#### [Exercise description]
Scan the material for the word "摩根解经丛卷", then return every line where it appears.

#### [Records for this task]

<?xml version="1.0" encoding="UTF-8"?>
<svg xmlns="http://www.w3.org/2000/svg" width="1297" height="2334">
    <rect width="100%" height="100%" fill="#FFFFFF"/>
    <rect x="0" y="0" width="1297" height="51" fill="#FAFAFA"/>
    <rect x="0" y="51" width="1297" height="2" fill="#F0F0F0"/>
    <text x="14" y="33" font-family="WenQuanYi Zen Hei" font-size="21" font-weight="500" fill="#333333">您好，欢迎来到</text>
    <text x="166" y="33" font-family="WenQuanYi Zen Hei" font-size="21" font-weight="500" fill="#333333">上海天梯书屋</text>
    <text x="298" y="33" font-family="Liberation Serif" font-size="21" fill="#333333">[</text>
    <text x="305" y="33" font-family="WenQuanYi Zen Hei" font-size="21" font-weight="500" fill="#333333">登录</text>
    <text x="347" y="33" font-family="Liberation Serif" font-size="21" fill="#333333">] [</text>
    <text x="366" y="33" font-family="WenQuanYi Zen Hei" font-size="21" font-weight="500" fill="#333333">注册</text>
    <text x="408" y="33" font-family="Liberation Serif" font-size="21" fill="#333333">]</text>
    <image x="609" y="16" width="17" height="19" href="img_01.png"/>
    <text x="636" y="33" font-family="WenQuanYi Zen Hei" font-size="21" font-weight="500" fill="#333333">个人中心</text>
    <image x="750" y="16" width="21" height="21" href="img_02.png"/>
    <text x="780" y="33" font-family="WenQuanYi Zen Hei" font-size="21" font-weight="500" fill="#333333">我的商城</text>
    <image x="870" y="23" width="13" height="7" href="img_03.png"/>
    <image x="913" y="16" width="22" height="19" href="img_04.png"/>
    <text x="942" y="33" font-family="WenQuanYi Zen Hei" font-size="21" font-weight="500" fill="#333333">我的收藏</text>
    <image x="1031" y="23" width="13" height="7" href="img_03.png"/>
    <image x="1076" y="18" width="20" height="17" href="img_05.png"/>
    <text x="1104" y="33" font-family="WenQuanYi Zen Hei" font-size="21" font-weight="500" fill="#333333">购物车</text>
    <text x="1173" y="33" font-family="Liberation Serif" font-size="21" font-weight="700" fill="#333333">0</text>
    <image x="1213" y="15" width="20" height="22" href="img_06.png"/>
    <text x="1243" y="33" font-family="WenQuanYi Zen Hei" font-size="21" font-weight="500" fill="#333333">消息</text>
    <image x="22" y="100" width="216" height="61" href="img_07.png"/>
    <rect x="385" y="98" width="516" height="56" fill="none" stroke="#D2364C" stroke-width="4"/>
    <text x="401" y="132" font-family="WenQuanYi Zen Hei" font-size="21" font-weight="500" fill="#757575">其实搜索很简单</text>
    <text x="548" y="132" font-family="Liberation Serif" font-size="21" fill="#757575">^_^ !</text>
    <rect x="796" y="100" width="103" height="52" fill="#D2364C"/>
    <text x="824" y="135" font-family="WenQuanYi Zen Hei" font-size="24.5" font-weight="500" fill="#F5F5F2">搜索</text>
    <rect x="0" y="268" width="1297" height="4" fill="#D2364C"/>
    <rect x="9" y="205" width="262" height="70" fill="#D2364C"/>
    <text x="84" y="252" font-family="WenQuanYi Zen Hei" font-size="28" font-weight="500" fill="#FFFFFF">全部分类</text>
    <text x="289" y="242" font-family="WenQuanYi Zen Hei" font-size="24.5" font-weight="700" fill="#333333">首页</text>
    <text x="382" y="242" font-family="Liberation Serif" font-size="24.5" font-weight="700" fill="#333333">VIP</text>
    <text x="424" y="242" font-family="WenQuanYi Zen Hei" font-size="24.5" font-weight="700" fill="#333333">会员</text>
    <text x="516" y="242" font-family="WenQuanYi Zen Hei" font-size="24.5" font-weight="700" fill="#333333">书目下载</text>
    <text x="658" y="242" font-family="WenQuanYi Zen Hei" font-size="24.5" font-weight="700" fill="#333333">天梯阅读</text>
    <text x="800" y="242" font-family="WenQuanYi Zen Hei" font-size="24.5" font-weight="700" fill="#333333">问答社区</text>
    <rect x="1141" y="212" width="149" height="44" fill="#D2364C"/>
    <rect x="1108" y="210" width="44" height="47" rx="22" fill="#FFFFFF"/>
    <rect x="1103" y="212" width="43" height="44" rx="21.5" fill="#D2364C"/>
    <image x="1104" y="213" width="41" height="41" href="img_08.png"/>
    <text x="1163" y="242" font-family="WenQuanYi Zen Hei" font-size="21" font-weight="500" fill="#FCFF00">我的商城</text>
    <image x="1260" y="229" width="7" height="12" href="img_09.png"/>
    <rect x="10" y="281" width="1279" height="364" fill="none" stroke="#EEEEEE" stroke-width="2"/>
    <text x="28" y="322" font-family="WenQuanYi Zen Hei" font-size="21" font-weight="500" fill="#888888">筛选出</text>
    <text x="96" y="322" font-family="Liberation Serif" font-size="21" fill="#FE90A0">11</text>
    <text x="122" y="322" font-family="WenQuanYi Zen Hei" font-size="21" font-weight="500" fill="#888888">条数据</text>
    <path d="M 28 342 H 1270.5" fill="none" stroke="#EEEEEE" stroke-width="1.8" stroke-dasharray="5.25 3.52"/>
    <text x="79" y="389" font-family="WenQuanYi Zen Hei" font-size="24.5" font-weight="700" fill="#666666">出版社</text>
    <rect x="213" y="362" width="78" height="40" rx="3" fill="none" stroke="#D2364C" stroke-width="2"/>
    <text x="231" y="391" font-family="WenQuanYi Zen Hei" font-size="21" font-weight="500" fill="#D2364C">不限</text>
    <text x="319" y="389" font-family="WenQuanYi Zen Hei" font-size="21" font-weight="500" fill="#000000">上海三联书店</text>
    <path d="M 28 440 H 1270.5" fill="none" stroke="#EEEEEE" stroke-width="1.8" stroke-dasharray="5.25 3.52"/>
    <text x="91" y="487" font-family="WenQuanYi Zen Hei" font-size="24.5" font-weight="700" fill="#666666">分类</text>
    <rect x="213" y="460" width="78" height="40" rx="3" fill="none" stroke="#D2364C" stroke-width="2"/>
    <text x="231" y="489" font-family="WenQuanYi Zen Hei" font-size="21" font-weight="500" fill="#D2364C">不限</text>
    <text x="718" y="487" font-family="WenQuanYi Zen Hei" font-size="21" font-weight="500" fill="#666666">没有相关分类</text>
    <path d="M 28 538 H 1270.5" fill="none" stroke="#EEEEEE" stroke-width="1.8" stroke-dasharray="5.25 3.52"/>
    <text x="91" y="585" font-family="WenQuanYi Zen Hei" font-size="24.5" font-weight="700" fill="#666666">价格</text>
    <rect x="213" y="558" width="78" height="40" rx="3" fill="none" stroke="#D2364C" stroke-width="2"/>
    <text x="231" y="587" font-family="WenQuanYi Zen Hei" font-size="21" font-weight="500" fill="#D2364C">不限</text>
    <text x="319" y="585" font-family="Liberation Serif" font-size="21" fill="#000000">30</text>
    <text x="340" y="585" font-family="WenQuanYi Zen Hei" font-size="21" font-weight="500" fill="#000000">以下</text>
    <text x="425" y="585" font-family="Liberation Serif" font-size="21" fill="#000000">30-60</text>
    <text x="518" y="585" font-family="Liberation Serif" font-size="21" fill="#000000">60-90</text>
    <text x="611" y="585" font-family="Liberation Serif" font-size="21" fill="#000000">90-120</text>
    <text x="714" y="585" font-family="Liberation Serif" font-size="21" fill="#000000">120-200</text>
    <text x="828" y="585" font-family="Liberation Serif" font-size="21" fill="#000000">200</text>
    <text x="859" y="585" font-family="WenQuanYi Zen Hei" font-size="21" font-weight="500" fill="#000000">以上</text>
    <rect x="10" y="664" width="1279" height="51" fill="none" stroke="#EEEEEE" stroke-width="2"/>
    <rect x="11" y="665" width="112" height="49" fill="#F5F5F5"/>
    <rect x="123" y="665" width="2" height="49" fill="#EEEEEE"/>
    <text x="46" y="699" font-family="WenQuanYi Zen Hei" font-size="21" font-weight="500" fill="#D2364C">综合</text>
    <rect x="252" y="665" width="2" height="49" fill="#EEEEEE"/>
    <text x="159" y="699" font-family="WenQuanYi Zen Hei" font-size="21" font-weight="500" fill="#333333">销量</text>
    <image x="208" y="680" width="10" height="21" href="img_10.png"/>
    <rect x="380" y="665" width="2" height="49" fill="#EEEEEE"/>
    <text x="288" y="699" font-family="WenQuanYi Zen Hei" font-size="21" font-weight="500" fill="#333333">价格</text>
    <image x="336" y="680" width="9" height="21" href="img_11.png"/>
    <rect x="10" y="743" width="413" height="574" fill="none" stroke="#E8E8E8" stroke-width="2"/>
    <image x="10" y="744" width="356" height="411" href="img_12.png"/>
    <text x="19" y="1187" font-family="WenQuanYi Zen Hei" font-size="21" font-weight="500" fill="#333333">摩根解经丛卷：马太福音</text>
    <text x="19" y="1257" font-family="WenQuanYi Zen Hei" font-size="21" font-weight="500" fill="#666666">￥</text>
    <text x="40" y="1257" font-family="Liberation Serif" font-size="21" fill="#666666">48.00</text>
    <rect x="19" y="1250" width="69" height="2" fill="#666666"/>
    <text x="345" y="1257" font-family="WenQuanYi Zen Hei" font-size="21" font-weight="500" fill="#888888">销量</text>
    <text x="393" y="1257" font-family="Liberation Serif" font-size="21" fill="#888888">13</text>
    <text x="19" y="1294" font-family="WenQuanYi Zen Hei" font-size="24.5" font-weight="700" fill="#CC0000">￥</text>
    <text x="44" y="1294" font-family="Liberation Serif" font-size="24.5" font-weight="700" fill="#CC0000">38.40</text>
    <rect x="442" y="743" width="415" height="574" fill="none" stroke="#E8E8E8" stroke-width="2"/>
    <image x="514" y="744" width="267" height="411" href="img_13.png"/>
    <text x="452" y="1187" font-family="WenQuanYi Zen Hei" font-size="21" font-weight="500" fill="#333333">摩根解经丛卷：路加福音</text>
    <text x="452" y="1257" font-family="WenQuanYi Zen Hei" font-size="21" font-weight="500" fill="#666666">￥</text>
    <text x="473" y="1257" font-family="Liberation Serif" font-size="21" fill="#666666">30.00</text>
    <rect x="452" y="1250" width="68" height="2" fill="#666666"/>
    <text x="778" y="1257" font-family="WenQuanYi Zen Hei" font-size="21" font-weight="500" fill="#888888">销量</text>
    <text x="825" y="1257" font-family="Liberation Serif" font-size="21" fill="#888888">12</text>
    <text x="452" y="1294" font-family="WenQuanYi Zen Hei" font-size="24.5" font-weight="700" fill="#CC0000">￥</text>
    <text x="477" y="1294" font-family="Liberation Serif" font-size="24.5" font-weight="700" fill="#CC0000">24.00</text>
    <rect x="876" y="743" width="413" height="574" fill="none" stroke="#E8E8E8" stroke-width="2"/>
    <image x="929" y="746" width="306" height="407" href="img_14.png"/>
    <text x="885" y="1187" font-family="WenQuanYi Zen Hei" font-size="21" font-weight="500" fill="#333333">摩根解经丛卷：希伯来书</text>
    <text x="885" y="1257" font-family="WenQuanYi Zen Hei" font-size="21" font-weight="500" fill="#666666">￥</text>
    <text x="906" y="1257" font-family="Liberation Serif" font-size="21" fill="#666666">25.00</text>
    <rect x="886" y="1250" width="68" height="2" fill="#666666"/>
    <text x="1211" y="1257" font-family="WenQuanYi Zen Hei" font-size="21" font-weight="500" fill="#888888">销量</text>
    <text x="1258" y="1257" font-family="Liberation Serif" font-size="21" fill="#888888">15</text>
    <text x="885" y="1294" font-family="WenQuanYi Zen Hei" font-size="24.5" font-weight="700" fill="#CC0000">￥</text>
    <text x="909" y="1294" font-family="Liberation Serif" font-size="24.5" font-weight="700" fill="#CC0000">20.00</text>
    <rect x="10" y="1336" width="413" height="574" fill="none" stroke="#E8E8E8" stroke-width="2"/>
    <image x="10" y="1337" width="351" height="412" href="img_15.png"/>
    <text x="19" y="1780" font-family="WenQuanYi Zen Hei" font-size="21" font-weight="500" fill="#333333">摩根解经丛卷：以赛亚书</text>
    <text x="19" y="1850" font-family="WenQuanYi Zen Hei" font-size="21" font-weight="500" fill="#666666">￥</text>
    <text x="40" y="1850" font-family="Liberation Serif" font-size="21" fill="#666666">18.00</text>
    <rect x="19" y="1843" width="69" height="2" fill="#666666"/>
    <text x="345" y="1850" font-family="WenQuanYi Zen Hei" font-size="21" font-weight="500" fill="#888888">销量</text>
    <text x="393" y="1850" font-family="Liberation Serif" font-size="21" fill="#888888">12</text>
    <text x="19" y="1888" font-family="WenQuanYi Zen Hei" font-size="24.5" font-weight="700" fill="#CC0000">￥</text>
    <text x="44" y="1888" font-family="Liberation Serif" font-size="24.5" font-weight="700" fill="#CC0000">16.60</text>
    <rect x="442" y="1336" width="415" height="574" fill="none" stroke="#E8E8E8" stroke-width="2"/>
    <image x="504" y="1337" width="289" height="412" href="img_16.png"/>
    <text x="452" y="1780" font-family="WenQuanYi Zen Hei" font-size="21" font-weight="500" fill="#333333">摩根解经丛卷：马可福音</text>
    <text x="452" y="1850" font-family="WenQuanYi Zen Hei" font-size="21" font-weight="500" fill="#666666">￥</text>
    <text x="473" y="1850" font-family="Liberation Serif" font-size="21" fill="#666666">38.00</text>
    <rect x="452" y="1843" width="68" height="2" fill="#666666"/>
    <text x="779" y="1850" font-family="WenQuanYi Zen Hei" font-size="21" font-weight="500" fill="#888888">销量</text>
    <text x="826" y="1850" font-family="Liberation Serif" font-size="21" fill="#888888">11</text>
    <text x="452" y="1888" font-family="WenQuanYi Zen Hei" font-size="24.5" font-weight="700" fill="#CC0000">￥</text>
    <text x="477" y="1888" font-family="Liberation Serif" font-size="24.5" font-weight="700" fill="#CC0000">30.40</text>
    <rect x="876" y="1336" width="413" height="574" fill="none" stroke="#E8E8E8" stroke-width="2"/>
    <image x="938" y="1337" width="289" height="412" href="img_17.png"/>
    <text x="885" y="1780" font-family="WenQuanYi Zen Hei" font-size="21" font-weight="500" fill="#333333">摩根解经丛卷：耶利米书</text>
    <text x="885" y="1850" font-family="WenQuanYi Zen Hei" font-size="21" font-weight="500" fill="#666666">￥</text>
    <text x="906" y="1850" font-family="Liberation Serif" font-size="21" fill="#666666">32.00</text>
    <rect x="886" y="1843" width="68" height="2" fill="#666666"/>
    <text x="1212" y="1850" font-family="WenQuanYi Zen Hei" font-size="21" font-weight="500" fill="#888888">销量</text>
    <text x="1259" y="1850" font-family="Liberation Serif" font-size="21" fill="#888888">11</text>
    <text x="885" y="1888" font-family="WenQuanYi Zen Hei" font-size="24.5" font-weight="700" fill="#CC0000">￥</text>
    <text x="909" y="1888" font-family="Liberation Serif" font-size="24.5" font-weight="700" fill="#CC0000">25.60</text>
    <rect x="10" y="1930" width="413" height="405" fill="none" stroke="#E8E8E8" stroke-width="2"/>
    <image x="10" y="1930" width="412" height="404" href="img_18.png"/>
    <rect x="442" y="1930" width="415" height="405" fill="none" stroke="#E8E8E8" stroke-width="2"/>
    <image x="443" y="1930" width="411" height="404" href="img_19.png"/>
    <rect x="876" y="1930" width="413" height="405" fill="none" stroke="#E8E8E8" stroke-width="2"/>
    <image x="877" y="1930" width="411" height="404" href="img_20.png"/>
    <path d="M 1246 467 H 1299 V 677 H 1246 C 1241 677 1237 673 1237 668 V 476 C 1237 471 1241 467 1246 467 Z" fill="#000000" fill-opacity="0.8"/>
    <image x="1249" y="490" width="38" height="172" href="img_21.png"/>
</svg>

#### [Solution to this task]
    <text x="19" y="1187" font-family="WenQuanYi Zen Hei" font-size="21" font-weight="500" fill="#333333">摩根解经丛卷：马太福音</text>
    <text x="452" y="1187" font-family="WenQuanYi Zen Hei" font-size="21" font-weight="500" fill="#333333">摩根解经丛卷：路加福音</text>
    <text x="885" y="1187" font-family="WenQuanYi Zen Hei" font-size="21" font-weight="500" fill="#333333">摩根解经丛卷：希伯来书</text>
    <text x="19" y="1780" font-family="WenQuanYi Zen Hei" font-size="21" font-weight="500" fill="#333333">摩根解经丛卷：以赛亚书</text>
    <text x="452" y="1780" font-family="WenQuanYi Zen Hei" font-size="21" font-weight="500" fill="#333333">摩根解经丛卷：马可福音</text>
    <text x="885" y="1780" font-family="WenQuanYi Zen Hei" font-size="21" font-weight="500" fill="#333333">摩根解经丛卷：耶利米书</text>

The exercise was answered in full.